Винцент не слышал. Он неподвижно стоял на обочине, стеклянными глазами глядя в невидимую точку, повисшую между небом и уже обсыхающей от росы дорогой.

Очнулся он лишь, когда на дороге из Ржепак заклубилась пыль под колесами несущихся грузовиков и в деревне ударили в набат. Колокол бил мрачно, проникновенно, оглушительно. В деревне забурлило. Все высыпали на улицу. Слепая толпа сгрудилась плечом к плечу и в гробовом молчании глядела на дорогу. Здесь были все вчерашние участники похода — в изорванной одежде, с обвязанными тряпками головами — и остальные: старики, женщины, дети. Заунывный звук набата несся над росистыми лугами, над прикорнувшей у дороги деревней, над золотой от солнца рекой и калиновыми рощами, горящими кровавым заревом в лучах восходящего солнца.

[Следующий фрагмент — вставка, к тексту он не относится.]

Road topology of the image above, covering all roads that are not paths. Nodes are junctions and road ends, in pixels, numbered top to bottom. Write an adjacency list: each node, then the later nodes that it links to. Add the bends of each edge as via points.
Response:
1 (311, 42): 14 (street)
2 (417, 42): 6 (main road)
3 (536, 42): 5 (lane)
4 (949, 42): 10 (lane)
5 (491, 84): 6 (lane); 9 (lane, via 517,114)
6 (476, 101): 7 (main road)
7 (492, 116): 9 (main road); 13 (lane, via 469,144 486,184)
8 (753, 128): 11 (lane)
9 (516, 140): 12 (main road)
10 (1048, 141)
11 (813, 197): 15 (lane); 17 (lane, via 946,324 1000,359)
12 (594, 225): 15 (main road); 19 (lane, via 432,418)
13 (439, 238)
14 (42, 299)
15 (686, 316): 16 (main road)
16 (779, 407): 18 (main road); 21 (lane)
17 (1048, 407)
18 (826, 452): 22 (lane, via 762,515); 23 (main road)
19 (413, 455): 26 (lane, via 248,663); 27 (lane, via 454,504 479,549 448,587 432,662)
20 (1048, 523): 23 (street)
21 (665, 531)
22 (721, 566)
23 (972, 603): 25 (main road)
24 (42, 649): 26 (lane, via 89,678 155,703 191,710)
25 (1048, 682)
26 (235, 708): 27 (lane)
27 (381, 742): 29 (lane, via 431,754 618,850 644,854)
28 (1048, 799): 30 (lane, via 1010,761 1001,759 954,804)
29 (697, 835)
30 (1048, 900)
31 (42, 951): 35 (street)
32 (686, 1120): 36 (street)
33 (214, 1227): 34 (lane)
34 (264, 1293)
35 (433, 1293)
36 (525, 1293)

Внезапное веление рвануло Винцента с места. Это было сильнее разума, сильнее сердца — какой-то стремительный вихрь, что подхватывает, несет, не дает опомниться, губит и помогает осуществить.

Его ноги вязли в песке, леденящий страх вздымал волосы. Один миг они все были перед ним — один миг сотни глаз смотрели ему в лицо. И вот он уже стоит среди них, плечом к плечу. Лицом к дороге, по которой все ближе клубится пыль.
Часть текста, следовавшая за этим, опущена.